James had accumulated so much wealth that William never wanted to work in school. William wasn't a good student. His grades in school were borderline acceptable. James sent William to the school where rich people send their rich kids. It was expensive because William didn't qualify for any of the scholastic scholarships James had received.

William liked to party at school. With his dad's money, William was a rock star on campus. With his nice car, tanned face, and party hearty attitude, he was a favourite with the girls. He was such a bad student that after one year, the school asked him not to come back. James thought that William was sowing wild oats and that eventually he would grow up. James offered him a position in his multi million dollar enterprise. The idea was that James would teach William what had made him a success so that William could carry on the family fortune.

William didn't understand why James was thrifty. Money was always available. It was like magic. Just when William needed more, it would be there.

James wanted to retire. His built his business so it could run itself. William could work in it and benefit from the same trees that James had planted.

Bad news followed. The doctor told James he had three months to live. All his hard work and he was never going to enjoy his free time.

Ninety five days later James was lying horizontal in life's death carriage.

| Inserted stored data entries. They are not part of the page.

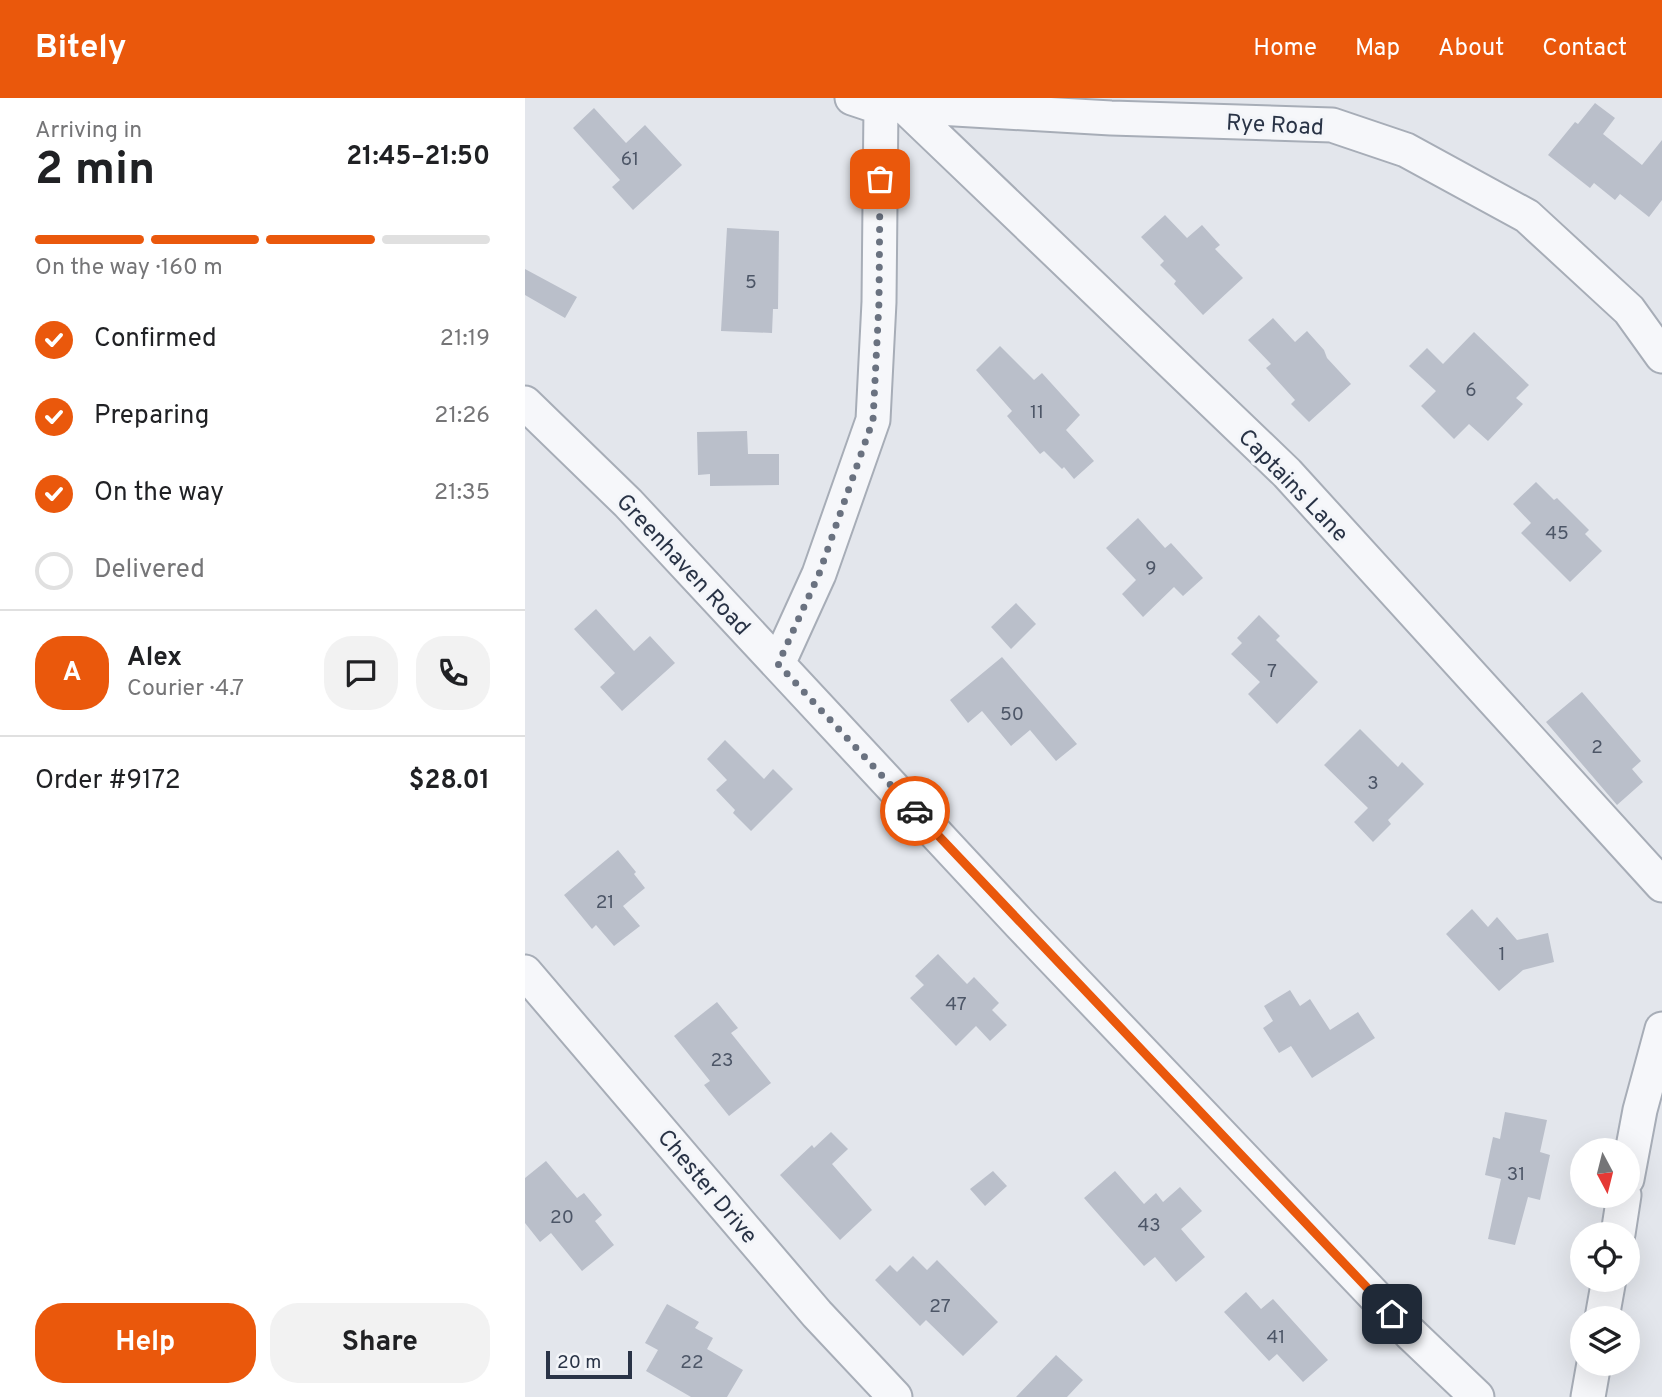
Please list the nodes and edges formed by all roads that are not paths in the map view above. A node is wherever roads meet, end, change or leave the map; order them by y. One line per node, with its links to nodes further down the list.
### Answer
1 (884, 102): 2 (street, Rye Road); 5 (street); 6 (street, Captains Lane)
2 (1324, 112): 3 (street, Rye Road)
3 (1662, 356)
4 (525, 403): 5 (street, Greenhaven Road)
5 (778, 664): 12 (street, Greenhaven Road)
6 (1662, 885)
7 (525, 972): 11 (street, Chester Drive)
8 (1662, 1029): 9 (street)
9 (1635, 1138)
10 (1592, 1376): 13 (street)
11 (895, 1397)
12 (1477, 1397)
13 (1588, 1397)

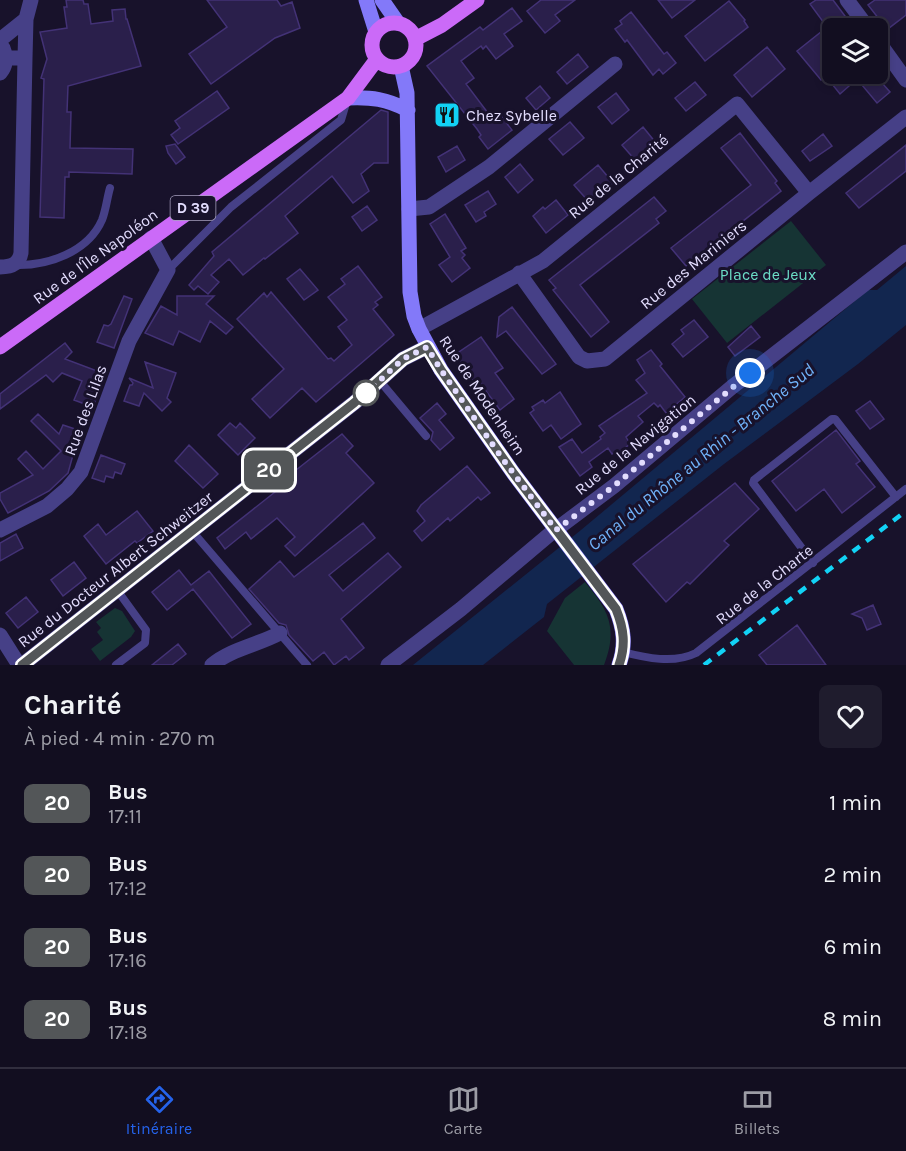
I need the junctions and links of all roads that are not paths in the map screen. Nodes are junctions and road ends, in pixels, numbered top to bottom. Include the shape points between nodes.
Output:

He was gone. William had full control of his dad's company. The party animal from school became a party beast. There were no limits on how much money William could spend. He took five vacations per year, with five different women. His dad couldn't tell him to curve his spending. The business needed attention so William hired some high paid employees to take care of it for him. He had no interest in his dad's business. He wanted the lifestyle.

One high paid employee stole $1 million from the company account and fled to Thailand. Crippling the company with a cash problem, William had to buckle down and get back to work. But he didn't know the work. Plus he didn't like to work. Work took away from his lifestyle.

Banks wouldn't invest in his business. So he refinanced his dad's house to keep the business going for the next 3 months. His friends dried up about the same time as the money did.

William was alone. His dad's business was bankrupt. His dad's house was going to be repossessed. He abandoned his dad's house, moved in to his cousin's mobile home, and handed the keys to the business to the bank.

He would run into family and ex party friends at the corner store. They sympathized for him and declared that he was poor.

He answered, "I was always poor, I just didn't know it".